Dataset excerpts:
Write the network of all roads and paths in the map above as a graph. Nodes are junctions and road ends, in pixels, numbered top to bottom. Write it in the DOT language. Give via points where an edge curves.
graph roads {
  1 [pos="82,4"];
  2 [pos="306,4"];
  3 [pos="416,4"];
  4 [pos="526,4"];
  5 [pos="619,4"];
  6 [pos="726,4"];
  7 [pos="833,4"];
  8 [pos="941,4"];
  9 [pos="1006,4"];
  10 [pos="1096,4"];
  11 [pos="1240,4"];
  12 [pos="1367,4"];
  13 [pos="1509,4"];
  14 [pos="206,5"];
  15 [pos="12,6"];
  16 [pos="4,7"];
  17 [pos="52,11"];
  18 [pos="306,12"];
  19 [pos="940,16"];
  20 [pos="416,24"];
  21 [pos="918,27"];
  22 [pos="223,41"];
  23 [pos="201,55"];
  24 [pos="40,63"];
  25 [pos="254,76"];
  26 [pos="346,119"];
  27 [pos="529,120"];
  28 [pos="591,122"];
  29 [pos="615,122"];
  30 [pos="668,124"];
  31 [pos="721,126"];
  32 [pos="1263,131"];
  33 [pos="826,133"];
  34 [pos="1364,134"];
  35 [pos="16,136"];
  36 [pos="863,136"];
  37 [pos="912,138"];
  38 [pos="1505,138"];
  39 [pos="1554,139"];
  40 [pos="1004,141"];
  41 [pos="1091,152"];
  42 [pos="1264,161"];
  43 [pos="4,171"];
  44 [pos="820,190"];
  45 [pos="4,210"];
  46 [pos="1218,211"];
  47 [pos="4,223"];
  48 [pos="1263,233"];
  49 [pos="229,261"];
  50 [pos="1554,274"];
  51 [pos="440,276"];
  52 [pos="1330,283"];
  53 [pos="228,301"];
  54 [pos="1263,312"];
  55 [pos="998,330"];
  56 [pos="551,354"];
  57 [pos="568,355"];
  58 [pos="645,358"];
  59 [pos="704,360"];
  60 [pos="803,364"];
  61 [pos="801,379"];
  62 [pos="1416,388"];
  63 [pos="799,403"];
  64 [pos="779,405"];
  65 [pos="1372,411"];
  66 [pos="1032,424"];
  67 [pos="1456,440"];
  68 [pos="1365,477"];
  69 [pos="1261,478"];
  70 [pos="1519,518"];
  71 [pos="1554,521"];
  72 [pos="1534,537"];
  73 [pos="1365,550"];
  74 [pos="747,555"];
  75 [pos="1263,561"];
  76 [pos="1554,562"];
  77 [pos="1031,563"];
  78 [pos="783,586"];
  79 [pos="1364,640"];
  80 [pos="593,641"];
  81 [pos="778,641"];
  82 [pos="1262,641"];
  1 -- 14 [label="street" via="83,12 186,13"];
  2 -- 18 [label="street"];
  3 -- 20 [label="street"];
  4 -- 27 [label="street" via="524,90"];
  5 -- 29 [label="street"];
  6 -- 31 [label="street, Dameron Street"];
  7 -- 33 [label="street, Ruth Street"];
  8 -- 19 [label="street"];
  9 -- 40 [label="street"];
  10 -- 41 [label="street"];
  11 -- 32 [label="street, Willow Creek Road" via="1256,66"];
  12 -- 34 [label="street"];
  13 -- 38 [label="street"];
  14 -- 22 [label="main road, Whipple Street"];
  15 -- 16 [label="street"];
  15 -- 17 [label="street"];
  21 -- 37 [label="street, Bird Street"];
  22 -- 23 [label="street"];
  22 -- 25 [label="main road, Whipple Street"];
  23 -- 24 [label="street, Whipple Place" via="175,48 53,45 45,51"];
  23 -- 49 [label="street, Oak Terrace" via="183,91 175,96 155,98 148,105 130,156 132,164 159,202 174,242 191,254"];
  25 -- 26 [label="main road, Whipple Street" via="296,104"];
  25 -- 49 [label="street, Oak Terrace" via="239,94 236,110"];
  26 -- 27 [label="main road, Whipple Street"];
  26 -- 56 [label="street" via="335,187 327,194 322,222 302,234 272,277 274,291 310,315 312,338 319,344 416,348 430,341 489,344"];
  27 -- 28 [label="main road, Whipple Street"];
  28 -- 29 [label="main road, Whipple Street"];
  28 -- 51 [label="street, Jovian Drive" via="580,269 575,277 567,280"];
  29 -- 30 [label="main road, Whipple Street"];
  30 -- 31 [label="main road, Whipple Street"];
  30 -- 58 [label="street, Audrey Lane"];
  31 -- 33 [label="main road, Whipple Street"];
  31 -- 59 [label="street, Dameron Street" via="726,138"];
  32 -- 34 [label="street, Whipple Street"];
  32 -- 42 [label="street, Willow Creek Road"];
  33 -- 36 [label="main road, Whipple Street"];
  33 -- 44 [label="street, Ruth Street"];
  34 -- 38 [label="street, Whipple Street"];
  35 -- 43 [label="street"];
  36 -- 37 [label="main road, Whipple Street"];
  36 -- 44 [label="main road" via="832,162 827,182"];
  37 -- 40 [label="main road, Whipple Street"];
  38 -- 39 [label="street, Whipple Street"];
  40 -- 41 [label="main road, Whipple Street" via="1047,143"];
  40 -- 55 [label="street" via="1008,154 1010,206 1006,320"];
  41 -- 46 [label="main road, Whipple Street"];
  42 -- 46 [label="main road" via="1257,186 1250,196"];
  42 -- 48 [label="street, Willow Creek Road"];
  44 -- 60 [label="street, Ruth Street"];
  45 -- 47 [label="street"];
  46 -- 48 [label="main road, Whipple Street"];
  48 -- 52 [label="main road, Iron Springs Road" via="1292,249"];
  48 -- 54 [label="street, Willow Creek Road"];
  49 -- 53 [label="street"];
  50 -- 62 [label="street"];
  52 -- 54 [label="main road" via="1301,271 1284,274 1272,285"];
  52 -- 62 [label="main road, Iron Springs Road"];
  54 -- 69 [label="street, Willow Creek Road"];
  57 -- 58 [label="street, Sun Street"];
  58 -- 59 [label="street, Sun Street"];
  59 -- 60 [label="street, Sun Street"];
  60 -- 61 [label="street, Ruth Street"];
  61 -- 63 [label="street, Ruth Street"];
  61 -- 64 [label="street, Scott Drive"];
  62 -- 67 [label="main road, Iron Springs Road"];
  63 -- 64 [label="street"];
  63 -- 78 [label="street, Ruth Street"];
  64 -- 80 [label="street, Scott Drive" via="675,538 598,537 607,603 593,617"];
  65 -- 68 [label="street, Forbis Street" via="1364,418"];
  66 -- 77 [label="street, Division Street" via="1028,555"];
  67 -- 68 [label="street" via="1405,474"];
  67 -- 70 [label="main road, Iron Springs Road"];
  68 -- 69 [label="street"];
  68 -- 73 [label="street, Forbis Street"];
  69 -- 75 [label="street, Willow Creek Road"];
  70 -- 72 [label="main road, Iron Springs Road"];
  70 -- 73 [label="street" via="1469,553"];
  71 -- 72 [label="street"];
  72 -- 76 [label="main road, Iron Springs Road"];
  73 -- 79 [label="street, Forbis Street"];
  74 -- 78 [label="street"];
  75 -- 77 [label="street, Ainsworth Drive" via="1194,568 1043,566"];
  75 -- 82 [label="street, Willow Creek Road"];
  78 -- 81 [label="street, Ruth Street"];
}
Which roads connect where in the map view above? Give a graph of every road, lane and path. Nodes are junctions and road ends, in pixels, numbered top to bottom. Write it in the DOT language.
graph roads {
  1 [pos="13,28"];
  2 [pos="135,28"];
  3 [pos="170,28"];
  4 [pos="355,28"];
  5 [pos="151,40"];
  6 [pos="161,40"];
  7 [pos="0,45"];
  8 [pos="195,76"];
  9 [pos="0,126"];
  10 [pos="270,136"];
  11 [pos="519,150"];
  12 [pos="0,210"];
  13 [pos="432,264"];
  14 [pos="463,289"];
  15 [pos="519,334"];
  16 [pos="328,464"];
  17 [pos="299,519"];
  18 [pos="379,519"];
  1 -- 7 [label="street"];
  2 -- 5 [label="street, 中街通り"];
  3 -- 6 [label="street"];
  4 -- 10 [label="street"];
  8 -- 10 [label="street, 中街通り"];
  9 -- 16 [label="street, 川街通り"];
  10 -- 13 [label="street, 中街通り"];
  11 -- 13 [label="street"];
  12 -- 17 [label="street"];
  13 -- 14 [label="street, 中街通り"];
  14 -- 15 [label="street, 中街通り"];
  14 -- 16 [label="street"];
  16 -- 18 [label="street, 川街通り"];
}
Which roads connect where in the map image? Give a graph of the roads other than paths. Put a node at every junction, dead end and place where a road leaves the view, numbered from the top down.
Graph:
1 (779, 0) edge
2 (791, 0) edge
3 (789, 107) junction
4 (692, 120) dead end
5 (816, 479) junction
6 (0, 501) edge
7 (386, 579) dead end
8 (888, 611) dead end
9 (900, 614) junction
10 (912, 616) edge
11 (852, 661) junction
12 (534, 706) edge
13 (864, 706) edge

WHAT TO PRODUCE: Lines from the one holding "Which roads connect where in the map image?" to the last line of the records: return these exactly, and only these.

ANSWER AREA:
Which roads connect where in the map image? Give a graph of the roads other than paths. Put a node at every junction, dead end and place where a road leaves the view, numbered from the top down.
Graph:
1 (779, 0) edge
2 (791, 0) edge
3 (789, 107) junction
4 (692, 120) dead end
5 (816, 479) junction
6 (0, 501) edge
7 (386, 579) dead end
8 (888, 611) dead end
9 (900, 614) junction
10 (912, 616) edge
11 (852, 661) junction
12 (534, 706) edge
13 (864, 706) edge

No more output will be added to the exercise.